Mike looked up at Andy. "You're telling me this lady was clawing at a brick wall to try to get out from behind it?"

Andy nodded.

"So this isn't just a coffin, right? You're saying she was probably still breathing when she went in here, just from what you think is underneath her nail bed?"

Buried alive. I shuddered at the terrifying thought of such a ghoulish demise, at the hopelessness of her delicate fingernails scraping against the stones that had been cemented in place. Nan and I exchanged glances.

Mike was pumping Andy for his techniques, unfamiliar as we both were with skeletal remains.

"Last year's case in midtown, some hard hats found the bones in a concrete slab when they were digging a storage room for an Eighth Avenue pizza shop," Andy said. "The girl still had the hair on her head and some ligature around her wrists. Hey, can you get a shot of this?"

One of the techs moved closer and focused his camera on an object on the ground.

"What do you see in there?" Mike asked.

"Looks like a sock. Like a man's sock. I was hoping it would be something of hers."

Clothing would be a big help in the identification process, Andy explained. If it had great age or distinctive markings, it might lead the detectives to a specific period in time. Modern pieces with logos, labels, and trademarks could pinpoint a year and guide them directly to the place of purchase.

"Big enough to be a restraint?"

"I'll let you see it in a few minutes. Maybe a gag, stuffed in the mouth, but nothing long enough to tie her up, I don't think," Andy said, as he painstakingly covered every crevice of the small space with his light.

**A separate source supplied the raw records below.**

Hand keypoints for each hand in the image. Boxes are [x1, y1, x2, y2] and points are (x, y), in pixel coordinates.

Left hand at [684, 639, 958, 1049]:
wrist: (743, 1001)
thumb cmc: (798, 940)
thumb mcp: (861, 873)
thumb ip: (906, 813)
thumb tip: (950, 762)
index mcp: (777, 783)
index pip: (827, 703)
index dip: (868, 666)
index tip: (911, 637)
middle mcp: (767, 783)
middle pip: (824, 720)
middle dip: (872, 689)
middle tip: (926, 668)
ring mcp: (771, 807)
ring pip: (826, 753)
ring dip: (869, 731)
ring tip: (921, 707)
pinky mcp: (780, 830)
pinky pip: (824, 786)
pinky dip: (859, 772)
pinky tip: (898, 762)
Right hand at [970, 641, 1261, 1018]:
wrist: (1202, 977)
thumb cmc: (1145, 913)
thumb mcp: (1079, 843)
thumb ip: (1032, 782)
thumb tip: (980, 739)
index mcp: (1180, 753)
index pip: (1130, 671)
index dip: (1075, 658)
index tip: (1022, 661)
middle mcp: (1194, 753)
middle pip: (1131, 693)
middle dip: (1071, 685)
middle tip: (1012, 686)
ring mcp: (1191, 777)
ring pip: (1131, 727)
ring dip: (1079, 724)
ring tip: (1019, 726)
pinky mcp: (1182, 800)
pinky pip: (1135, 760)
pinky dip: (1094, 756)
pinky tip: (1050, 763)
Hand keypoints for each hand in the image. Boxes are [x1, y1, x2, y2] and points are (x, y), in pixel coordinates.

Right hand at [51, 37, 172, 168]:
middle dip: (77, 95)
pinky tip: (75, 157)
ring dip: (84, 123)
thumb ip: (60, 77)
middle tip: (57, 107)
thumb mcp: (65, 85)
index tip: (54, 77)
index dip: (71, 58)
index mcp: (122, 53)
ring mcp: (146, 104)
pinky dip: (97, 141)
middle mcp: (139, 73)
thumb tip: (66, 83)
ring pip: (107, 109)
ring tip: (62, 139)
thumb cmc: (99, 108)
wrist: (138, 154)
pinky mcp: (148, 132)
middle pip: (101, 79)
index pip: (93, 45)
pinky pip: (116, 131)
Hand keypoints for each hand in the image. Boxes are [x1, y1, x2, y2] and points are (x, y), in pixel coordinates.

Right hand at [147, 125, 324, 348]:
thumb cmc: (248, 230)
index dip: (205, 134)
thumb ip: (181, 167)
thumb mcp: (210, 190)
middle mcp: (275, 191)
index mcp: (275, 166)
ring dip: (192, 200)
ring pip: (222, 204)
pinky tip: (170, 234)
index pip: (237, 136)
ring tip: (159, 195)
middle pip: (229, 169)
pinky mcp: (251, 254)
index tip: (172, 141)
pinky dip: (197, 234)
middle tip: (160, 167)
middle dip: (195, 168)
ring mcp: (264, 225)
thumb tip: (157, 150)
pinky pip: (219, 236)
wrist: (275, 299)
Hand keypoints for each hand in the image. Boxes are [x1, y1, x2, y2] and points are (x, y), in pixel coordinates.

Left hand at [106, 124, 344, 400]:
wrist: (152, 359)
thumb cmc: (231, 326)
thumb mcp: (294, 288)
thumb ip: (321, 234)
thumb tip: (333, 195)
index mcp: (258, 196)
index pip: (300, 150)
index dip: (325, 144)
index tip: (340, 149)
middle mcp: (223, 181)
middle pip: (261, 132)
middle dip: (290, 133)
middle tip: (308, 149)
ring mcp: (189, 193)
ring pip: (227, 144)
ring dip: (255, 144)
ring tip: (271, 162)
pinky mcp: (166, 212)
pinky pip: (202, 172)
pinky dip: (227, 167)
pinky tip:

Mike was readying a brown paper bag. "That'd be good. Get some saliva off it for DNA evaluation."

"Don't be too excited about that until we know how long she was in here. There are some holes in the back wall of the building. Professor, you still here?" Andy called over his shoulder.

"Yes."

"What abuts this basement on the outside?"

"A small yard, actually."

"That's why she's picked clean, Mike. May not mean she's been here two hundred years."

"Maggots?"

"More likely mice have gotten in and out. Field mice, squirrels, some kind of vermin could have squeezed through these crevices. Picked the flesh clean, but the ligaments would have been left just like they are. Kind of dried out, almost mummified."

"How'd you date the bones you found uptown?"

"One shiny dime," Andy said. "A 1966 ten-cent piece in the cement coffin. We knew that wasn't necessarily the year she was killed, but it couldn't have been any earlier than that."

He lifted the dark sock with a pair of tweezers and passed it out to be bagged.

"Any pocket change?" Mike asked.

"Nope. But there's something cylindrical standing on its edge." He reached in again and removed what appeared to be a small ring. An assistant sealed and labeled the package before passing it to me.

The gold-toned band was now tarnished and caked on its surface with some sort of debris. At its widest place, I could make out an engraving in cursive black lines. "Could be initials. Maybe an A and a T. "

There was no date, no hallmark. It looked like an inexpensive ring that a young woman would wear.

"Come in close on this, will you?" Andy said, lying prone and making room on the basement floor for Mike as he passed the flashlight to him. "There's some writing."

"Where?"

"It looks like a piece of canvas that got caught in the cement on one of the bricks over to the left. See it?"

Mike focused the beam into the recessed brickwork and read aloud: "'Cappozelli's Rat Poison. Manufactured in'-first three letters are all I can get-probably going to be Detroit. I'm making out the d-e-t. "

"Does it show a date?"

"Patience is a virtue, blondie." Mike had his nose pressed against the bottom edge of the wall. "It's got one of those drawings of a skull and crossbones. 'Keep out of reach of children.' Looks like Poe is exonerated. The poison was packaged in 1978."